=== Task directions ===
Tell how many lines in the records contain the word "Gloria"; the number alone is the answer.
##########
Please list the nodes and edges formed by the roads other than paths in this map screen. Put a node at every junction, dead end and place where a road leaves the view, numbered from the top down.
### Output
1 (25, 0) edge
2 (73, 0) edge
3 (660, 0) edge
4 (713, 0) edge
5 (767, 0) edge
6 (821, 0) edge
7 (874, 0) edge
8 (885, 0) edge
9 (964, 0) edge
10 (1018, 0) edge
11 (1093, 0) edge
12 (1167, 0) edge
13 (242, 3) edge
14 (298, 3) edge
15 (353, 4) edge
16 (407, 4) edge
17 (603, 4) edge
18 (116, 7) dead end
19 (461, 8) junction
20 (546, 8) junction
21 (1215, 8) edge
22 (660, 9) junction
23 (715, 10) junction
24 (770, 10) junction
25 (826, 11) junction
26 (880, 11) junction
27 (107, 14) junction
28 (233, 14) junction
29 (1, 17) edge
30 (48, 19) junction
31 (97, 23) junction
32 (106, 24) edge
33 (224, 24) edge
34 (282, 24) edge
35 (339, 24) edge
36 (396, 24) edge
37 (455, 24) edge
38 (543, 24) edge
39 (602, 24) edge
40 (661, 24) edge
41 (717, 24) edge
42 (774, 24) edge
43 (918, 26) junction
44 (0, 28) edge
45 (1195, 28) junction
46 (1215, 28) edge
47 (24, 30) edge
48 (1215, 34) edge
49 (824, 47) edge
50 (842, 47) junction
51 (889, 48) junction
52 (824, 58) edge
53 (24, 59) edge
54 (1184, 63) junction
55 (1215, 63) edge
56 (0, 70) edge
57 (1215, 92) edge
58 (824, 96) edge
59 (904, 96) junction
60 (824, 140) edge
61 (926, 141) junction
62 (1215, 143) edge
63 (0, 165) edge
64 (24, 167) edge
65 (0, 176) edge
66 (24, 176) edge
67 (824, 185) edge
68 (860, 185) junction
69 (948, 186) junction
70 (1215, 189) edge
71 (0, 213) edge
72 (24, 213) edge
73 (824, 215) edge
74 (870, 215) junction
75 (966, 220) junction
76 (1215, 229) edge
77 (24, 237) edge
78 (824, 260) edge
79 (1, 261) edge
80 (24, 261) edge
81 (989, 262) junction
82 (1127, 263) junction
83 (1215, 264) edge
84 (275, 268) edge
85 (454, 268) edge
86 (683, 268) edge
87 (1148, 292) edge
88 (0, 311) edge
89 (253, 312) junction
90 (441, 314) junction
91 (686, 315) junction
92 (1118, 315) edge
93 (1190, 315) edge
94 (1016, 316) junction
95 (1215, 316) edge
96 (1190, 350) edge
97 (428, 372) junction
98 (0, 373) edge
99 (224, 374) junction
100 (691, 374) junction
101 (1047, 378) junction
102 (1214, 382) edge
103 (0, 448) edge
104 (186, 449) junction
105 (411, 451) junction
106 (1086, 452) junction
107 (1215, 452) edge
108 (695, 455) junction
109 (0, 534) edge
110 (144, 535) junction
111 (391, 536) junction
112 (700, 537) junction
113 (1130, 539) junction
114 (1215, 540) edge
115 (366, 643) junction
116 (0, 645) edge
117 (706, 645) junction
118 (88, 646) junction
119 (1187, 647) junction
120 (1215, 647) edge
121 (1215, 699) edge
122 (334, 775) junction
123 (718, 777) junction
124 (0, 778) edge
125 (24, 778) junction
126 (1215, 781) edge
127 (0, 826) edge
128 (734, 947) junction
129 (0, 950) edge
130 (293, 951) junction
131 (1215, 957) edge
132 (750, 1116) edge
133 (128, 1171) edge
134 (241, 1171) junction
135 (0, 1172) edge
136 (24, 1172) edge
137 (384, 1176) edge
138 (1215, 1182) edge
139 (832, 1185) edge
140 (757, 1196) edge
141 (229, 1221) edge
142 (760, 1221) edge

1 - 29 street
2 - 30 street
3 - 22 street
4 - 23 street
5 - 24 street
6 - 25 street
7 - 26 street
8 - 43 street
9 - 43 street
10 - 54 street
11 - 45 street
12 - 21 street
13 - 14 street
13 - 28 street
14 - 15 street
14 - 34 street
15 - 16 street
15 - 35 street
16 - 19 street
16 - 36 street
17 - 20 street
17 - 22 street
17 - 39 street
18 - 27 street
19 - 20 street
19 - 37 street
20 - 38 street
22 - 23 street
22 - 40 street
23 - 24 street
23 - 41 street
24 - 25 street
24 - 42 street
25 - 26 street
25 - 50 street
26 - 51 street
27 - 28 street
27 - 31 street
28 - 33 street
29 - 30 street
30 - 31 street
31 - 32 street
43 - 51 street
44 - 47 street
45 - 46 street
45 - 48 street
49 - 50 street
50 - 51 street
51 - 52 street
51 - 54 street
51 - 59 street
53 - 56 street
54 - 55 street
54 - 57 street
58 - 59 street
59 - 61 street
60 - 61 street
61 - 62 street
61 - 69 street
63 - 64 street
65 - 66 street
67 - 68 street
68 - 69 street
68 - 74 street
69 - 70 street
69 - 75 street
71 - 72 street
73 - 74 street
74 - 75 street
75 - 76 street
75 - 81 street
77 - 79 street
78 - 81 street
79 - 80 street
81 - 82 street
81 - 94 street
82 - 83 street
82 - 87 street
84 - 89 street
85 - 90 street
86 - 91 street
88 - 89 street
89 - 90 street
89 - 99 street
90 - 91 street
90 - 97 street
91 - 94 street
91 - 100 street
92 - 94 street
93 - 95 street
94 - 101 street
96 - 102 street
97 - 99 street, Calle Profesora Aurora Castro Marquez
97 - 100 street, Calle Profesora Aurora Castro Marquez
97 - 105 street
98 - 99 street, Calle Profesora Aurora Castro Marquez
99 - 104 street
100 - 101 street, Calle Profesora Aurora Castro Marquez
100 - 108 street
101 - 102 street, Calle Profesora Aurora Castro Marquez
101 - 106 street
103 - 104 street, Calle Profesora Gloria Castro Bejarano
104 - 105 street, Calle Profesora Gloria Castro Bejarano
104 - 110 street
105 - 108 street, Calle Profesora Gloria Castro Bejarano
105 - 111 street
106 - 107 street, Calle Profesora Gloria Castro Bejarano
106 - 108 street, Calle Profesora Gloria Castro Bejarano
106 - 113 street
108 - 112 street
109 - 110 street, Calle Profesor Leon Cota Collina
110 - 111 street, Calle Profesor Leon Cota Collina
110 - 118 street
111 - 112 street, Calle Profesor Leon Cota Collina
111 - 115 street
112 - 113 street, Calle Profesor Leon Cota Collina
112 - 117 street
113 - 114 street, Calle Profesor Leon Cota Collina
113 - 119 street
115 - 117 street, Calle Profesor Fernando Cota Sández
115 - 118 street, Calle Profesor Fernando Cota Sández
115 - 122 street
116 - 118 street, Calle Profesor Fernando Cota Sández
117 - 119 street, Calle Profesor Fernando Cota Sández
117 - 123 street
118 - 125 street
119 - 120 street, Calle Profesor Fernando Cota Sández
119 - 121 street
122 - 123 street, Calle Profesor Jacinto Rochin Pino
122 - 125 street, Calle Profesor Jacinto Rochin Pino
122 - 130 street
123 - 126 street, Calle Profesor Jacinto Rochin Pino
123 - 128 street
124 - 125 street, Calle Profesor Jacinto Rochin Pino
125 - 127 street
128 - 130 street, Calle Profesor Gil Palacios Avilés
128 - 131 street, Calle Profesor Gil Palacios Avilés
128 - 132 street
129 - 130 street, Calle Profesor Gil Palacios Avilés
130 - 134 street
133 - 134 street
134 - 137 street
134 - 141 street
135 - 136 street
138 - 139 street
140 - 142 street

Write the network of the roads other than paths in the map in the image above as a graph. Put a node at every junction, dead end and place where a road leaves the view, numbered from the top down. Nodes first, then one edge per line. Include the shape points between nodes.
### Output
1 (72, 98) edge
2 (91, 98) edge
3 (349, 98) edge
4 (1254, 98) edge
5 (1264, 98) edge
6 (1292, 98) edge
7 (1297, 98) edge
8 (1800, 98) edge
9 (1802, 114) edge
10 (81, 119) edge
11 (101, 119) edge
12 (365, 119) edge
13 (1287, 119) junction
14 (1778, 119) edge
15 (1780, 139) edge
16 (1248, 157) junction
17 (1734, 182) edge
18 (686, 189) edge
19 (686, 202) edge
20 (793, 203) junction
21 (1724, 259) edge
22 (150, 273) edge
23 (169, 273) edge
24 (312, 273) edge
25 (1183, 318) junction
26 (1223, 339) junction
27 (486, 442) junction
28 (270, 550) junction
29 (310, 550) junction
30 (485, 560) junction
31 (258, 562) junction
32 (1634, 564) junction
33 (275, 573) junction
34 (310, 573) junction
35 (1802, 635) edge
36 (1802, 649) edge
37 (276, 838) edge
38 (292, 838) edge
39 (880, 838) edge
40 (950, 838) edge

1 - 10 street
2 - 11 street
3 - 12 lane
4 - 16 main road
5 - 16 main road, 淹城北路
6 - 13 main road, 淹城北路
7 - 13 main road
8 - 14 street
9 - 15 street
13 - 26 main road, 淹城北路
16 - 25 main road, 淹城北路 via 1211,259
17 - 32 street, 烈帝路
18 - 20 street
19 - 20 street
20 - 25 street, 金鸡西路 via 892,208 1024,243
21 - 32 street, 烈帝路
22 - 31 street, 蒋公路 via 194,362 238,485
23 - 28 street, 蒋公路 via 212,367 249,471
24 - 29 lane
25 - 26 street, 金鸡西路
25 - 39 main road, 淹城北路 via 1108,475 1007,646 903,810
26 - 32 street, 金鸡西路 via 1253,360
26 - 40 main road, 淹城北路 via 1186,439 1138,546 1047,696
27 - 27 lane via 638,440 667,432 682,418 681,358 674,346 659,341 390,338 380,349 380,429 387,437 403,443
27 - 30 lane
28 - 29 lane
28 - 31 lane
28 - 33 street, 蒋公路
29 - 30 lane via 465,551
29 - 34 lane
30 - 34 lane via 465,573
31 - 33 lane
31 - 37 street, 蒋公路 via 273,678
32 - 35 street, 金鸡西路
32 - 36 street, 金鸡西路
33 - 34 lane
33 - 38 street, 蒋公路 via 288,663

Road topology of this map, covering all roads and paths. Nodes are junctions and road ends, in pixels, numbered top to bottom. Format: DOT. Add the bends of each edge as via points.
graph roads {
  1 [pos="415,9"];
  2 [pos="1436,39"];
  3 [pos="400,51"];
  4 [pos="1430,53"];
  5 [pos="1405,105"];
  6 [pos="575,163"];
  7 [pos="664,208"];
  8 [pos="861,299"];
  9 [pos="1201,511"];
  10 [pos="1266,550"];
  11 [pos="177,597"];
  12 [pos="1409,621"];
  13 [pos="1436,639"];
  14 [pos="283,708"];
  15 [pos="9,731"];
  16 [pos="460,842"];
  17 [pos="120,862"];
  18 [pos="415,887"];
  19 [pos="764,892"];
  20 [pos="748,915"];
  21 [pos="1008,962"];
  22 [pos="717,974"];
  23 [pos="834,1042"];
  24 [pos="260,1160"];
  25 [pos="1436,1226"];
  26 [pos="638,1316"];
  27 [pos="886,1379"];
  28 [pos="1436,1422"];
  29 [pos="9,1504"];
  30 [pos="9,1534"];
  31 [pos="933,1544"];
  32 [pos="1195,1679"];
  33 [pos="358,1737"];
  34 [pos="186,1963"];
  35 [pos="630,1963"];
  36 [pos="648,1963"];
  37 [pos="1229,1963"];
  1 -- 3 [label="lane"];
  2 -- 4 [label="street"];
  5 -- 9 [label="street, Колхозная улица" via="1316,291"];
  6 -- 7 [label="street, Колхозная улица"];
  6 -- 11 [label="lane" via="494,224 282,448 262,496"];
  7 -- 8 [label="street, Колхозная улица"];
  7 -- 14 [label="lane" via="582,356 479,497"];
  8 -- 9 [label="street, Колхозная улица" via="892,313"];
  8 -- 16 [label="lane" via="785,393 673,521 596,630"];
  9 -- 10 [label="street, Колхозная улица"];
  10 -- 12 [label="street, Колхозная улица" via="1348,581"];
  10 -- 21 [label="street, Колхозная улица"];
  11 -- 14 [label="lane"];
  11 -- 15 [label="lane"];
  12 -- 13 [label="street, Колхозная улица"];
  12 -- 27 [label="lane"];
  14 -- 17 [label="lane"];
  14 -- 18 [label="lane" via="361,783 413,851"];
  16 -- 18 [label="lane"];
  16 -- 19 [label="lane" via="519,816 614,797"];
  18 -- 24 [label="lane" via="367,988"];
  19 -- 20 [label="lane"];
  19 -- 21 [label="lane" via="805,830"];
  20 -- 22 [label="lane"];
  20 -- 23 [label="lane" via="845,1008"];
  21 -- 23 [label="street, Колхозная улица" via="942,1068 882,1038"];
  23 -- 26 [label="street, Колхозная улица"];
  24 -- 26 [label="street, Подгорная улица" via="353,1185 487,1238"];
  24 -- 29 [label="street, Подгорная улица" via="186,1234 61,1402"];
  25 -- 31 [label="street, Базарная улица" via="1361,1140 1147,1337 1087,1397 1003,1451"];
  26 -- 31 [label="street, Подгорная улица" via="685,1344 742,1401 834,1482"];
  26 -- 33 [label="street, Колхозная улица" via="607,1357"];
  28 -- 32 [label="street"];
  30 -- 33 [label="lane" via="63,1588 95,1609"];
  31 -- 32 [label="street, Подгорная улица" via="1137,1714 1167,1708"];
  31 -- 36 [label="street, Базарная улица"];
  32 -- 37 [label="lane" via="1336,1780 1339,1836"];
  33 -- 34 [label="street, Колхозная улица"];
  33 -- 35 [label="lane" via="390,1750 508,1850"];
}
##########
=== Task solution ===
5